(Beginning of Record extracts)

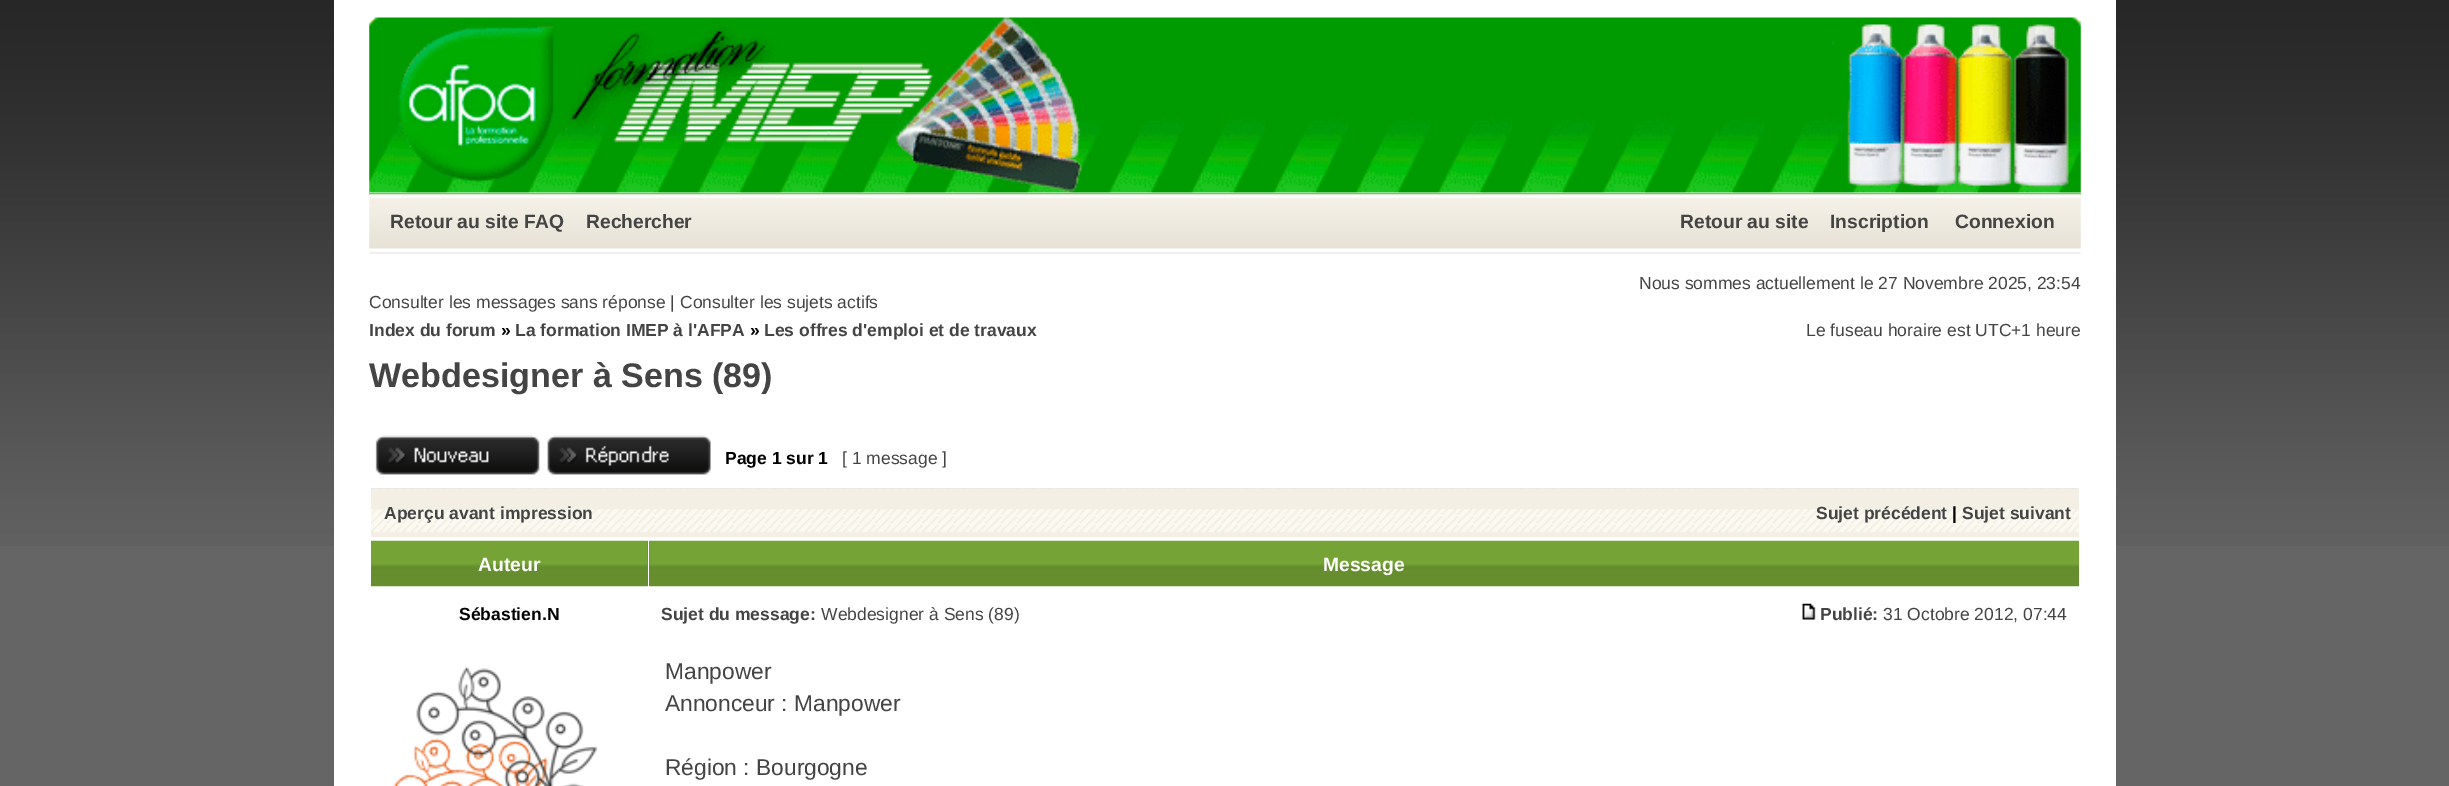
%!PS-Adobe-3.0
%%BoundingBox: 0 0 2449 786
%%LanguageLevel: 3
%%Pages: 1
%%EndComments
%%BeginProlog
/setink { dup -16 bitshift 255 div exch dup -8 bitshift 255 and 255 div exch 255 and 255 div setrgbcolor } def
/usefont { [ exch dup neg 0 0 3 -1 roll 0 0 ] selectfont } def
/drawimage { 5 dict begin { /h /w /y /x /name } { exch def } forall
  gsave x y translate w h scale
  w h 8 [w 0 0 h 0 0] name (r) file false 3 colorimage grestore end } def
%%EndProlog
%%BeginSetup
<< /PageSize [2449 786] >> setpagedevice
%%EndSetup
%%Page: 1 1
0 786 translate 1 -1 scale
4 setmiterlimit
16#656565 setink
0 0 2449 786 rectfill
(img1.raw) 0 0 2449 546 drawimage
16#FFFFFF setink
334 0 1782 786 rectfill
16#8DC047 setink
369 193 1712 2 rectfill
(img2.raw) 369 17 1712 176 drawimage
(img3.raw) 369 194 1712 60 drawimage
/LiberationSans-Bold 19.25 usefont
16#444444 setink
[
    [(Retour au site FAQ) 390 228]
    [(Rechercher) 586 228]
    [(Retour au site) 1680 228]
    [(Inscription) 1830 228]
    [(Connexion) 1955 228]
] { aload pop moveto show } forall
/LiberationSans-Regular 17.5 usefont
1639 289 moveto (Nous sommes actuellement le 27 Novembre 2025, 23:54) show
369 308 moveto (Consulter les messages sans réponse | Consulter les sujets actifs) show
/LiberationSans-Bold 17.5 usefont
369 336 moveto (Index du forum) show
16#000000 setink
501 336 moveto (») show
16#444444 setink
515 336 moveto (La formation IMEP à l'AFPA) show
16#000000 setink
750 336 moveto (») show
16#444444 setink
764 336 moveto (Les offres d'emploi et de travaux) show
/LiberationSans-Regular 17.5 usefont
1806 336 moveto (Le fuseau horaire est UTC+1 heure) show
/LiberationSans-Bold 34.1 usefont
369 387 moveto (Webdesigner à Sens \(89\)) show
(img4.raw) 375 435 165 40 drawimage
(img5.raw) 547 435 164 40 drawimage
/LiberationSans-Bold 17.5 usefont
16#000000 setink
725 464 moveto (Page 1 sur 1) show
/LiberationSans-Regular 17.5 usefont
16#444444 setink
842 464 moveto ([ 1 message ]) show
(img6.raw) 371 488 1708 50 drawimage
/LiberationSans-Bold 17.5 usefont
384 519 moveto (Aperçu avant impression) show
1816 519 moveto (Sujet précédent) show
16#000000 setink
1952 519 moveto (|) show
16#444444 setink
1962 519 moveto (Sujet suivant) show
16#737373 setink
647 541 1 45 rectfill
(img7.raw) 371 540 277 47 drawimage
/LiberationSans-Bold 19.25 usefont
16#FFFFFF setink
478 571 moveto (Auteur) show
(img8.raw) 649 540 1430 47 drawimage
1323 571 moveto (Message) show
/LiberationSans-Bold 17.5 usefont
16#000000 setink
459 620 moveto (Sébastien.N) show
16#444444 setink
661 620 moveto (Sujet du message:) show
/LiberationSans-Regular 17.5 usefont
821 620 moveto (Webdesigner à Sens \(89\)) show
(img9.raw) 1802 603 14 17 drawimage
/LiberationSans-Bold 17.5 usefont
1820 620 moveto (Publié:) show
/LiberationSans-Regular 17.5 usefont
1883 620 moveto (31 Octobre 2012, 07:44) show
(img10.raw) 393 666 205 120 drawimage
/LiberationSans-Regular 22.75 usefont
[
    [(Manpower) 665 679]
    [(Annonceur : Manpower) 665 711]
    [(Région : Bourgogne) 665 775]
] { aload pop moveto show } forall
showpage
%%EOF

(End of Record extracts)
(Beginning of Record extracts)

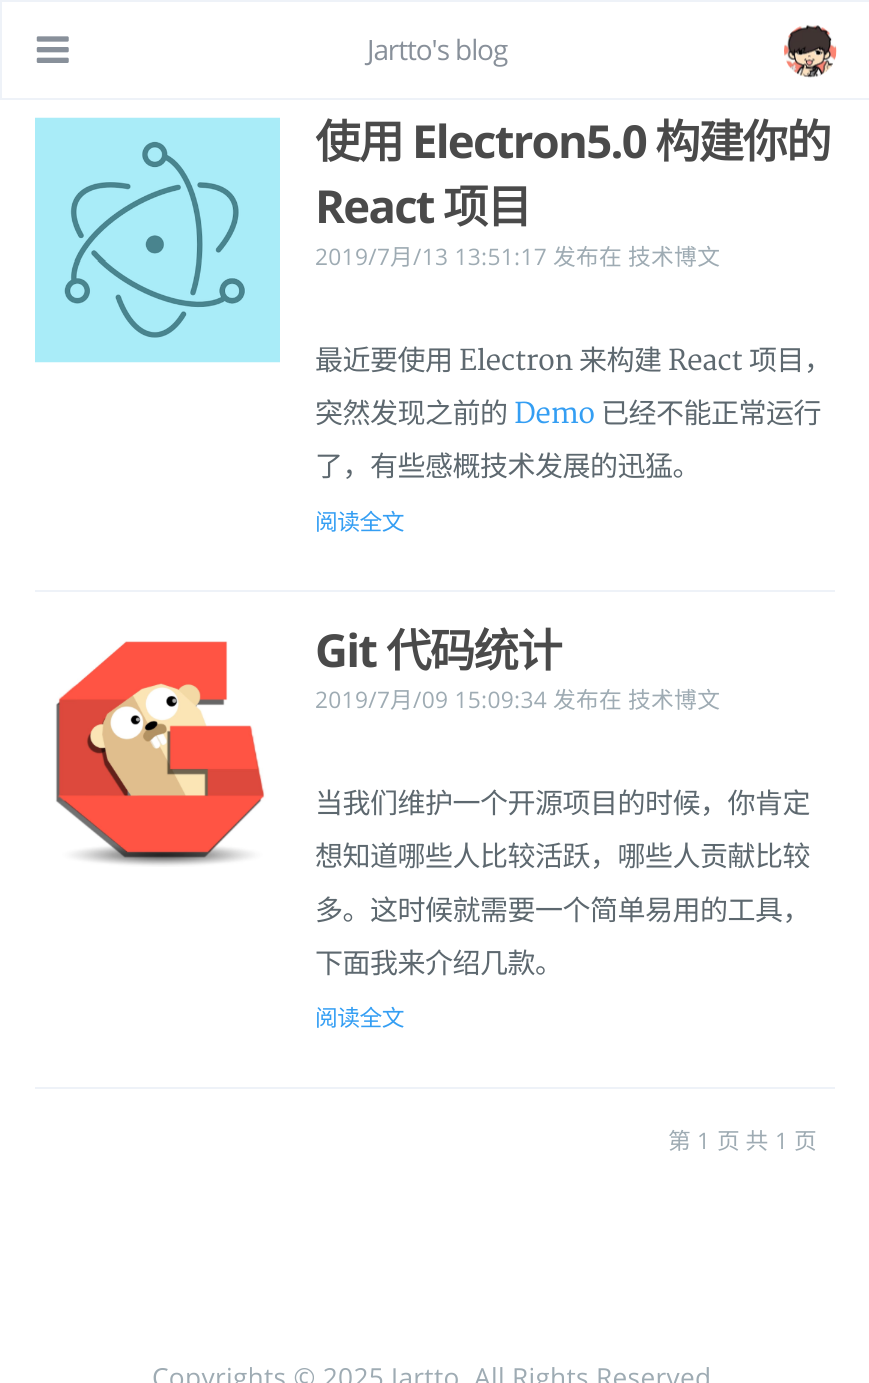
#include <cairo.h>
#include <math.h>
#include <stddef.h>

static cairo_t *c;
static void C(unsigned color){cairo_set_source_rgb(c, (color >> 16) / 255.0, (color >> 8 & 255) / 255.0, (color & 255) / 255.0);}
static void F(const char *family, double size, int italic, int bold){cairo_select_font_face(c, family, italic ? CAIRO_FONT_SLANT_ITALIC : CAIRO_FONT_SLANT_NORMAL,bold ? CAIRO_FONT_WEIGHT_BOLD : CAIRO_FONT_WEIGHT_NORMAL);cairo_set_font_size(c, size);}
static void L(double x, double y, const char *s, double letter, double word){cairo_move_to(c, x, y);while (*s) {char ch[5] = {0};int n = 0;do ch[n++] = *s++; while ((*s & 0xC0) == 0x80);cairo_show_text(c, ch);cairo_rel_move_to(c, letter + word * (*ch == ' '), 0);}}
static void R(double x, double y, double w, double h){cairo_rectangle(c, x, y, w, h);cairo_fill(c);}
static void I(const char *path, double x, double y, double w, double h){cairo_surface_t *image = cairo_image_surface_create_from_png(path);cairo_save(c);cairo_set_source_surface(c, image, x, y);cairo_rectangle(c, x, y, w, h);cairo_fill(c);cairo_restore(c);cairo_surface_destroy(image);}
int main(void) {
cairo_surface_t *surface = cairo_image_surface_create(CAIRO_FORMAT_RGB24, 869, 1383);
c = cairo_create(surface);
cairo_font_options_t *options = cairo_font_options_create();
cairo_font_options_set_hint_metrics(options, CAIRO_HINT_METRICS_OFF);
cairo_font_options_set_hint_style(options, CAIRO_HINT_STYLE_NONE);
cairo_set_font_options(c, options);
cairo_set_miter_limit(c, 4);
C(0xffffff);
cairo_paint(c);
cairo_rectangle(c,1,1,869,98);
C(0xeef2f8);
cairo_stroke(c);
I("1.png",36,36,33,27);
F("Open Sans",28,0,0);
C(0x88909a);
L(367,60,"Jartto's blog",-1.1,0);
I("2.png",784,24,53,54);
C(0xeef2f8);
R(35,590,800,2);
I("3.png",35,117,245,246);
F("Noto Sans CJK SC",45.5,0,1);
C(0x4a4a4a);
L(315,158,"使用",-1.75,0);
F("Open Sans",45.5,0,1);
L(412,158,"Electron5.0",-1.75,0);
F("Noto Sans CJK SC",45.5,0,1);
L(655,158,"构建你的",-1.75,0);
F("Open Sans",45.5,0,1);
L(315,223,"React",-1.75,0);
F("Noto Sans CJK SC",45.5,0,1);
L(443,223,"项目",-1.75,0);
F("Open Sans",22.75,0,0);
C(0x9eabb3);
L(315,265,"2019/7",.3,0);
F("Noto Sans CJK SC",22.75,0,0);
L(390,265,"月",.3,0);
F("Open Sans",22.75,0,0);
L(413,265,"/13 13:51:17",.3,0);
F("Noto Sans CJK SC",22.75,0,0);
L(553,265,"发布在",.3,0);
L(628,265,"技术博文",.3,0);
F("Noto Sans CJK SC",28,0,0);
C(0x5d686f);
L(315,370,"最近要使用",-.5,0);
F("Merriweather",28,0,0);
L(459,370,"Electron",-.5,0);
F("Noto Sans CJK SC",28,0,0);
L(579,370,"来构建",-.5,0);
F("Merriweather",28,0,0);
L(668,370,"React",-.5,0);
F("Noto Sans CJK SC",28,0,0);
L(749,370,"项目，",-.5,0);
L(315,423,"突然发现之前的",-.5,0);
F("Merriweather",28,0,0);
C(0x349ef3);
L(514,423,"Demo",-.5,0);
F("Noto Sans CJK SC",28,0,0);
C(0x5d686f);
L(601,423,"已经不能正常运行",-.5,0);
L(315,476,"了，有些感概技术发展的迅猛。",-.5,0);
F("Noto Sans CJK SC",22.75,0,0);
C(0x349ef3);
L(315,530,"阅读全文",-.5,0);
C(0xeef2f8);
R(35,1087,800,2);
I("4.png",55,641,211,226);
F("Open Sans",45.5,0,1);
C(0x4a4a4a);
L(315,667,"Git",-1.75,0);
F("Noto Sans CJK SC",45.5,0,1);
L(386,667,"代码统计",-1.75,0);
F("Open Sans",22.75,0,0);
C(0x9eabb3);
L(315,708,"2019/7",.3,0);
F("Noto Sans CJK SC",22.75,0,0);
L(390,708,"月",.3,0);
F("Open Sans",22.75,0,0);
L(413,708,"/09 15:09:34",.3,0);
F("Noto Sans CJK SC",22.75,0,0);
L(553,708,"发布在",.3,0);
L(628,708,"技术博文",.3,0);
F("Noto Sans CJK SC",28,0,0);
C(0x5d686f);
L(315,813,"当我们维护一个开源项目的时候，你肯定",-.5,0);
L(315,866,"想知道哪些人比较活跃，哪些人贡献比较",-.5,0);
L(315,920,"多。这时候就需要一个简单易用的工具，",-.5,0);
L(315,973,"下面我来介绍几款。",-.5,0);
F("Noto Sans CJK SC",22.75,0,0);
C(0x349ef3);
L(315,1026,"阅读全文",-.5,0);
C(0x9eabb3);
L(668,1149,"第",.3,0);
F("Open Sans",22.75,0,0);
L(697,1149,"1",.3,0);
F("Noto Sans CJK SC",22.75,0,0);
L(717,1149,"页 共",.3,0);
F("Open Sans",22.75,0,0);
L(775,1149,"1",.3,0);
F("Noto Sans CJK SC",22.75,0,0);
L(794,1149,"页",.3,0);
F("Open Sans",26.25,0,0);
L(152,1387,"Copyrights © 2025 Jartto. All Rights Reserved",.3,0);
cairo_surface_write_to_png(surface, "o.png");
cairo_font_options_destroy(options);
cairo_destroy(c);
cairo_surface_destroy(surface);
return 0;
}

(End of Record extracts)

*Your objective:*
Please copy the lines in the records above between the one holding "static void I(const" and the one holding "cairo_set_miter_limit(c, 4);", inclusive, exactly and with no other line.

*Solution to the problem:*
static void I(const char *path, double x, double y, double w, double h){cairo_surface_t *image = cairo_image_surface_create_from_png(path);cairo_save(c);cairo_set_source_surface(c, image, x, y);cairo_rectangle(c, x, y, w, h);cairo_fill(c);cairo_restore(c);cairo_surface_destroy(image);}
int main(void) {
cairo_surface_t *surface = cairo_image_surface_create(CAIRO_FORMAT_RGB24, 869, 1383);
c = cairo_create(surface);
cairo_font_options_t *options = cairo_font_options_create();
cairo_font_options_set_hint_metrics(options, CAIRO_HINT_METRICS_OFF);
cairo_font_options_set_hint_style(options, CAIRO_HINT_STYLE_NONE);
cairo_set_font_options(c, options);
cairo_set_miter_limit(c, 4);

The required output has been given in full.